Newsletter nº 137 | February 2025

Nesta edição:

CVM issues circular letter on the submission of periodic information by FIDC, FII and FIAGRO

On February 6, 2026, the Securitization and Agribusiness Superintendence (Superintendência de Securitização e Agronegócio – SSE) of the Brazilian Securities and Exchange Commission (Comissão de Valores Mobiliários – CVM) issued Circular Letter CVM/SSE No. 1/2026 (“Circular Letter”). The purpose of the Circular Letter is to clarify the main questions regarding the late submission of periodic information provided for in Annexes II, III and IV to CVM Resolution No. 175 by the administrators of Credit Rights Investment Funds (Fundos de Investimento em Direitos Creditórios – FIDC), Real Estate Investment Funds (Fundos de Investimento Imobiliário – FII) and Investment Funds in Agro-Industrial Production Chains (Fundos de Investimento nas Cadeias Produtivas Agroindustriais – FIAGRO).

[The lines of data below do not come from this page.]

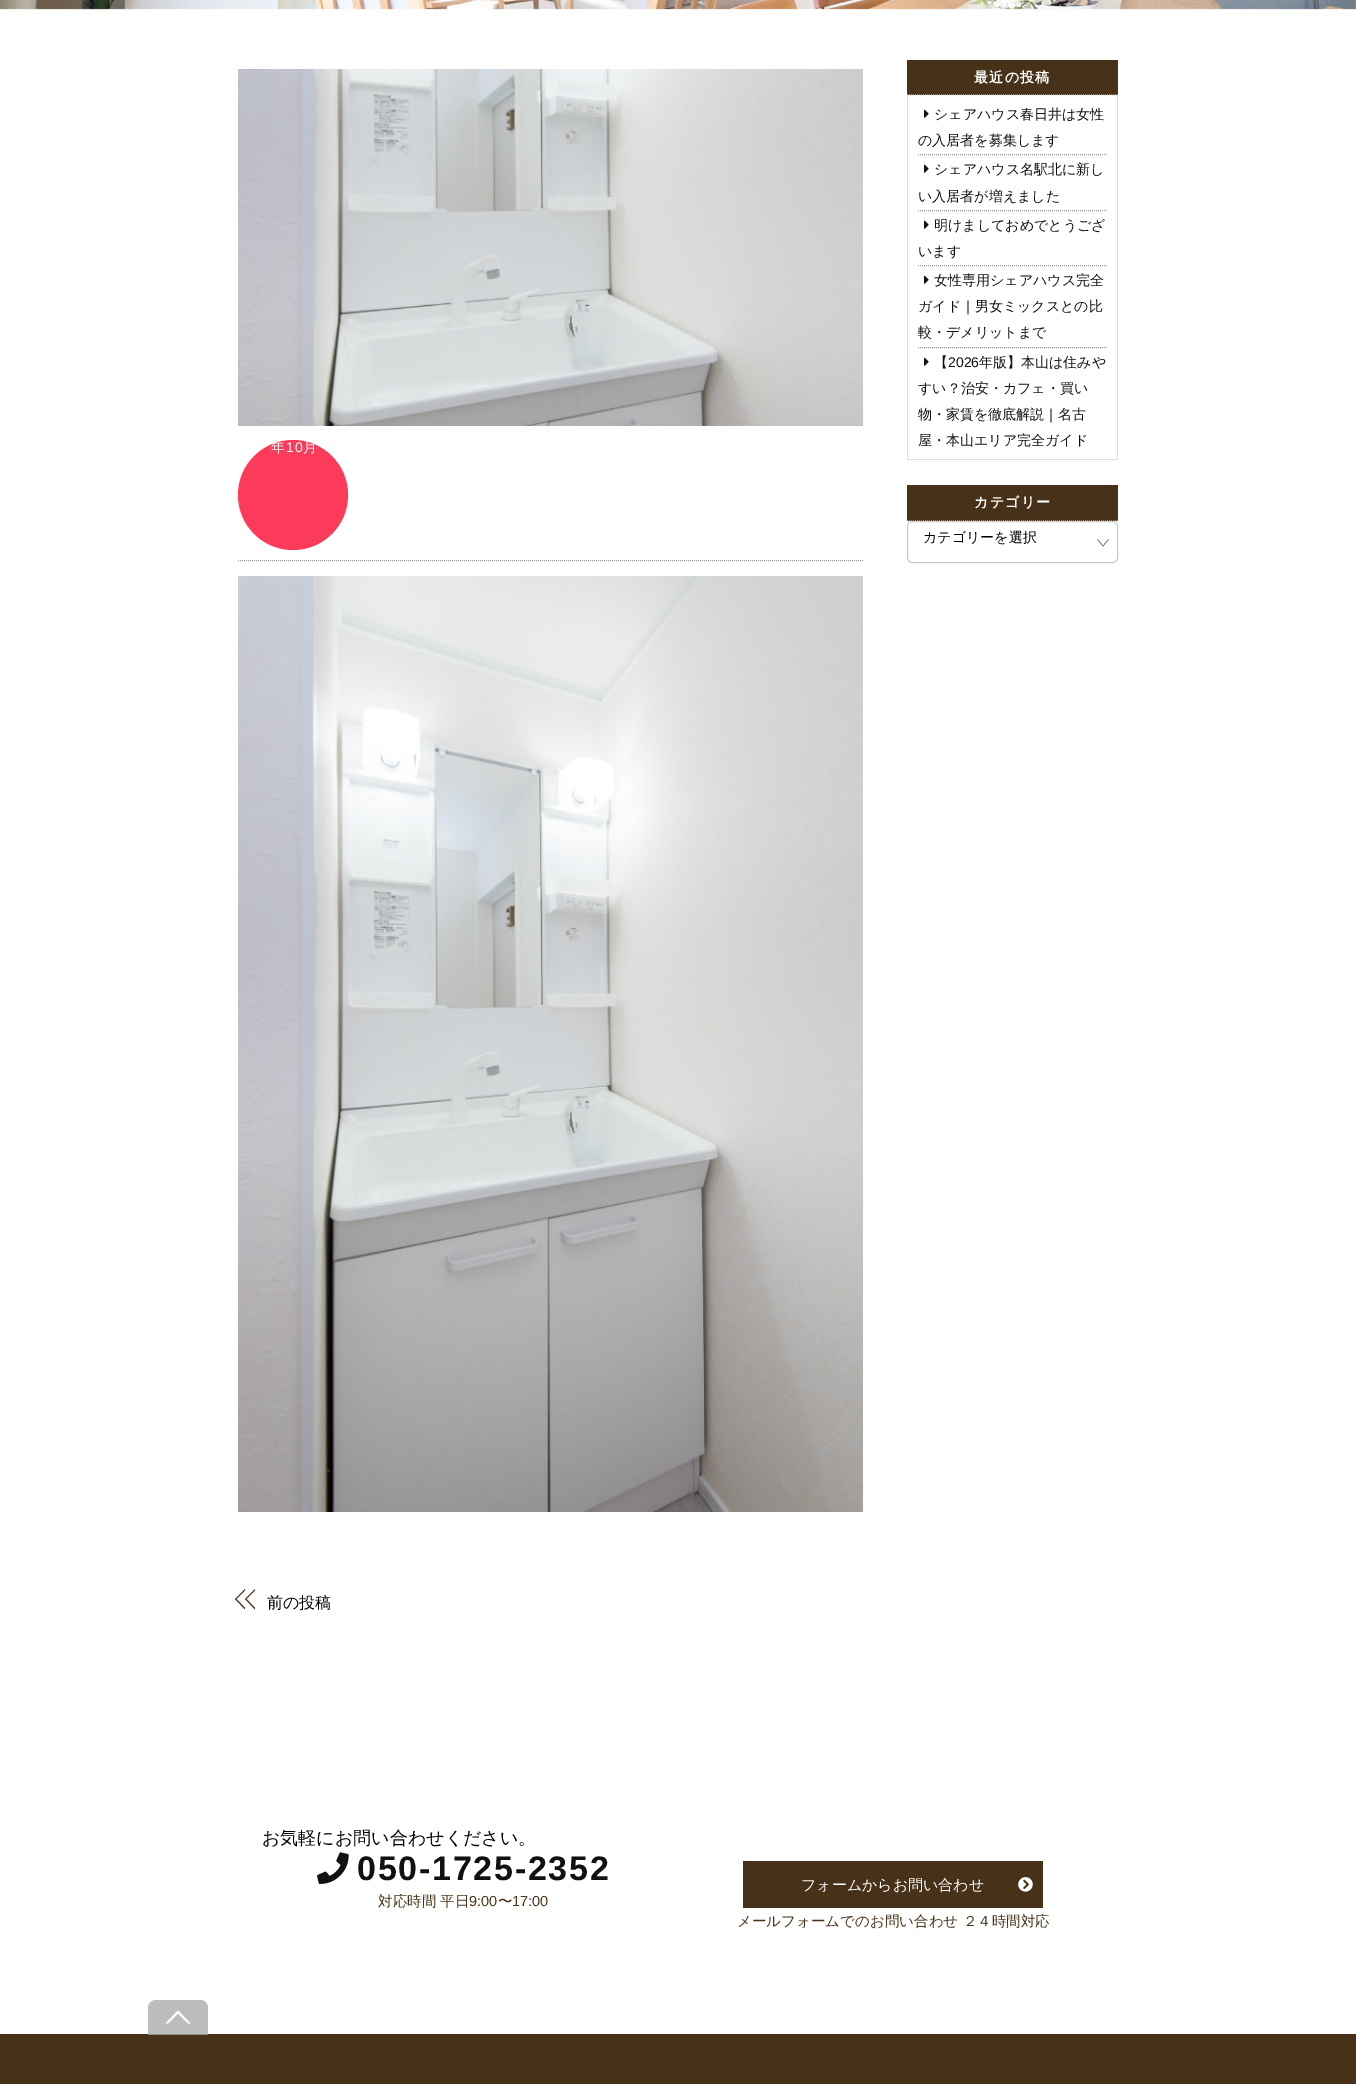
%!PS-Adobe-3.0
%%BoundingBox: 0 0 1356 2084
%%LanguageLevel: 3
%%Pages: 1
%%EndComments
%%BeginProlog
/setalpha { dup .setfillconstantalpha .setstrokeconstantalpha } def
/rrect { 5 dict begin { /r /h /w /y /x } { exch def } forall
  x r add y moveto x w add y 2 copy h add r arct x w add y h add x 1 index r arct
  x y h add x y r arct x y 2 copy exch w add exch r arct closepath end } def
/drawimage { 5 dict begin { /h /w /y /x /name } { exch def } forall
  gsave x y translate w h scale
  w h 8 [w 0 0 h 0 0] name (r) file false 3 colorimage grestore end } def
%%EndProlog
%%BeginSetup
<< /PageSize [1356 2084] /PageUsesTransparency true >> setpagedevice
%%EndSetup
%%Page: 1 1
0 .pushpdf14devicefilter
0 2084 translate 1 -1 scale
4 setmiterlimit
1 setgray
0 0 1356 2084 rectfill
(images/1.raw) 0 0 1356 10 drawimage
0.278 0.192 0.094 setrgbcolor
907 60 211 35 rectfill
0.6 setgray
[1 1] 0 setdash
newpath 907 94.5 moveto 1118 94.5 lineto stroke
0.867 setgray
1117 95 1 365 rectfill
907 459 211 1 rectfill
907 95 1 365 rectfill
0.6 setgray
newpath 918 154.5 moveto 1107 154.5 lineto stroke
(images/2.raw) 924 109 5 9 drawimage
newpath 918 210.5 moveto 1107 210.5 lineto stroke
(images/2.raw) 924 164 5 9 drawimage
newpath 918 265.5 moveto 1107 265.5 lineto stroke
(images/2.raw) 924 220 5 9 drawimage
newpath 918 347.5 moveto 1107 347.5 lineto stroke
(images/2.raw) 924 275 5 9 drawimage
(images/2.raw) 924 357 5 9 drawimage
0.278 0.192 0.094 setrgbcolor
907 485 211 36 rectfill
0.6 setgray
newpath 907 520.5 moveto 1118 520.5 lineto stroke
0.294 setgray
0.4 setlinewidth
1 setlinecap
[] 0 setdash
newpath 1097.5 539.5 moveto 1103 546 lineto 1108.5 539.5 lineto stroke
0.8 setgray
1 setlinewidth
0 setlinecap
907.5 521.5 210 41 4.5 rrect stroke
(images/3.raw) 238 69 625 357 drawimage
0.988 0.227 0.349 setrgbcolor
newpath 293 495 55 0 360 arc closepath fill
0.6 setgray
[1 1] 0 setdash
newpath 238 560.5 moveto 863 560.5 lineto stroke
(images/4.raw) 238 576 625 936 drawimage
0.278 0.192 0.094 setrgbcolor
newpath 235 1599 moveto 245 1589 lineto 245 1590.5 lineto 236.5 1599 lineto closepath 245 1609.5 moveto 235 1599 lineto 236.5 1599 lineto 245 1608 lineto closepath 245 1599 moveto 255 1589 lineto 255 1590.5 lineto 246.5 1599 lineto closepath fill
newpath 255 1609.5 moveto 245 1599 lineto 246.5 1599 lineto 255 1608 lineto closepath fill
(images/5.raw) 317 1852 32 32 drawimage
743 1861 300 47 rectfill
(images/6.raw) 1018 1877 15 15 drawimage
0 2035 1356 49 rectfill
0.263 0.184 0.09 setrgbcolor
0 2034 1356 1 rectfill
0.78 setalpha
0.671 setgray
newpath 156 2000 moveto 200 2000 lineto 204.5 2000 208 2003.5 208 2008 curveto 208 2035 lineto 148 2035 lineto 148 2008 lineto 148 2003.5 151.5 2000 156 2000 curveto closepath fill
1 setalpha
1 setgray
newpath 178 2010.5 moveto 190.5 2023.5 lineto 188 2023.5 lineto 178 2013.5 lineto closepath 165.5 2023.5 moveto 178 2010.5 lineto 178 2013.5 lineto 168 2023.5 lineto closepath fill
/WenQuanYiZenHei-Bold [14 0 0 -14 0 0] selectfont
974 82 moveto 1.25 0 (最近の投稿) ashow
/WenQuanYiZenHei-Medium [14 0 0 -14 0 0] selectfont
0.067 setgray
934 119 moveto (シェアハウス春日井は女性) show
918 145 moveto (の入居者を募集します) show
934 174 moveto (シェアハウス名駅北に新し) show
918 201 moveto (い入居者が増えました) show
934 230 moveto (明けましておめでとうござ) show
918 256 moveto (います) show
934 285 moveto (女性専用シェアハウス完全) show
918 311 moveto (ガイド｜男女ミックスとの比) show
918 337 moveto (較・デメリットまで) show
934 367 moveto (【) show
/LiberationSans-Regular [14 0 0 -14 0 0] selectfont
948 367 moveto (2026) show
/WenQuanYiZenHei-Medium [14 0 0 -14 0 0] selectfont
979 367 moveto (年版】本山は住みや) show
918 393 moveto (すい？治安・カフェ・買い) show
918 419 moveto (物・家賃を徹底解説｜名古) show
918 445 moveto (屋・本山エリア完全ガイド) show
/WenQuanYiZenHei-Bold [14 0 0 -14 0 0] selectfont
1 setgray
974 507 moveto 1.25 0 (カテゴリー) ashow
/WenQuanYiZenHei-Medium [14 0 0 -14 0 0] selectfont
0 setgray
923 542 moveto (カテゴリーを選択) show
1 setgray
271 452 moveto 1 0 (年) ashow
/LiberationSans-Regular [14 0 0 -14 0 0] selectfont
286 452 moveto 1 0 (10) ashow
/WenQuanYiZenHei-Medium [14 0 0 -14 0 0] selectfont
303 452 moveto 1 0 (月) ashow
/WenQuanYiZenHei-Medium [16 0 0 -16 0 0] selectfont
0 setgray
267 1608 moveto (前の投稿) show
/WenQuanYiZenHei-Medium [18 0 0 -18 0 0] selectfont
262 1844 moveto (お気軽にお問い合わせください。) show
/LiberationSans-Bold [34 0 0 -34 0 0] selectfont
0.067 setgray
357 1880 moveto 1.75 0 (050-1725-2352) ashow
/WenQuanYiZenHei-Medium [14.5 0 0 -14.5 0 0] selectfont
0.278 0.192 0.094 setrgbcolor
378 1906 moveto (対応時間 平日) show
/LiberationSans-Regular [14.5 0 0 -14.5 0 0] selectfont
469 1906 moveto (9:00) show
/WenQuanYiZenHei-Medium [14.5 0 0 -14.5 0 0] selectfont
498 1906 moveto (〜) show
/LiberationSans-Regular [14.5 0 0 -14.5 0 0] selectfont
512 1906 moveto (17:00) show
/WenQuanYiZenHei-Medium [15 0 0 -15 0 0] selectfont
1 setgray
801 1890 moveto (フォームからお問い合わせ) show
/WenQuanYiZenHei-Medium [14.5 0 0 -14.5 0 0] selectfont
0.278 0.192 0.094 setrgbcolor
737 1926 moveto (メールフォームでのお問い合わせ ２４時間対応) show
.poppdf14devicefilter showpage
%%EOF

The SSE consolidates the understanding that the monetary fine imposed due to failure to comply with the deadline for the submission of periodic information is applied objectively and automatically. Its purpose is to encourage compliance with regulatory requirements by fiduciary administrators, and it does not have a punitive nature.

The Circular Letter clarifies recurring questions regarding the criteria and procedures applied by the SSE, including, among other points, the following:

each fine is associated with a specific delay, related to a particular document and reference date, and is due for each day of delay, up to a maximum amount of BRL 60,000.00 per document;

(ii) for submitting the periodic information lies with the fiduciary administrator in office on the due date of the obligation, and not on the reporting reference date, including in the event of replacement of the replacement of the fiduciary administrator;

(iii) the obligation to submit documentation begins upon the first capital contribution to the investment fund and remains in effect until its termination, and must also be observed during the liquidation period;

(iv) a fine may be imposed on a terminated investment fund if a pending periodic filing is identified, with liability attributed to the administrator in office on the date the obligation was not fulfilled; and

(v) the conversion of an investment fund from one category to another results in the termination of the obligation to submit periodic information for the original fund and the commencement of the obligations applicable to the new fund, both as of the date on which the conversion was operationalized by the CVM.

Finally, the technical staff advises administrators to maintain internal controls capable of ensuring compliance with regulatory obligations and mitigating potential filing failures, including the use of double-check mechanisms and verification of the submitted documents on the CVM website, among others. Any issues encountered in the submission of documents must be reported to the CVM’s External Support service.

Further information, as well as the full text of the Circular Letter, can be found on the CVM website (www.gov.br/cvm).

ANBIMA publishes technical guide on liquidity management tools

On February 10, 2026, the Brazilian Financial and Capital Markets Association (Associação Brasileira das Entidades dos Mercados Financeiro e de Capitais – ANBIMA) published the Technical Guide on Liquidity Management Tools (the “Technical Guide”). The document was prepared jointly with market participants and is addressed to investment fund managers, in alignment with the provisions of CVM Resolution No. 175 and international best practices.

The Technical Guide defines mechanisms such as side pockets and redemption gates, provides guidance on the advantages and disadvantages of each tool, and presents examples of their use in both domestic and international contexts, in addition to explaining the regulatory framework applicable to the subject. ANBIMA also proposed checklists highlighting key points of attention and practical guidance for triggering each mechanism, to be considered by fund managers in the decision-making process.

In addition, the Technical Guide states that liquidity management should take place across three stages: (i) at the fund’s formation; (ii) through the ongoing monitoring of asset liquidity and liability composition; and (iii) through the prior provision for liquidity management tools.

Although non-binding, the document is intended to serve as a clear and structured technical reference for the use of liquidity management tools, with a view to enhancing and standardizing market operational practices.